**What you need to do**
I would like you to restate each record word for word.

**Data provided**
______

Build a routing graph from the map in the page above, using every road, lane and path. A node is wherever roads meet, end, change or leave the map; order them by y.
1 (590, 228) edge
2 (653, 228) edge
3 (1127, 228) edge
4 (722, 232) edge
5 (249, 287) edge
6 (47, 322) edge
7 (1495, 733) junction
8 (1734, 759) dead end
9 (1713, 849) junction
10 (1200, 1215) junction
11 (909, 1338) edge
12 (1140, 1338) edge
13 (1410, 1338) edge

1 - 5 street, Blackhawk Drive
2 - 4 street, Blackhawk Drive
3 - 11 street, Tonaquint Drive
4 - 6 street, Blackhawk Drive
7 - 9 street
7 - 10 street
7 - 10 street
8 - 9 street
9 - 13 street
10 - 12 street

______

**Response below**
Build a routing graph from the map in the page above, using every road, lane and path. A node is wherever roads meet, end, change or leave the map; order them by y.
1 (590, 228) edge
2 (653, 228) edge
3 (1127, 228) edge
4 (722, 232) edge
5 (249, 287) edge
6 (47, 322) edge
7 (1495, 733) junction
8 (1734, 759) dead end
9 (1713, 849) junction
10 (1200, 1215) junction
11 (909, 1338) edge
12 (1140, 1338) edge
13 (1410, 1338) edge

1 - 5 street, Blackhawk Drive
2 - 4 street, Blackhawk Drive
3 - 11 street, Tonaquint Drive
4 - 6 street, Blackhawk Drive
7 - 9 street
7 - 10 street
7 - 10 street
8 - 9 street
9 - 13 street
10 - 12 street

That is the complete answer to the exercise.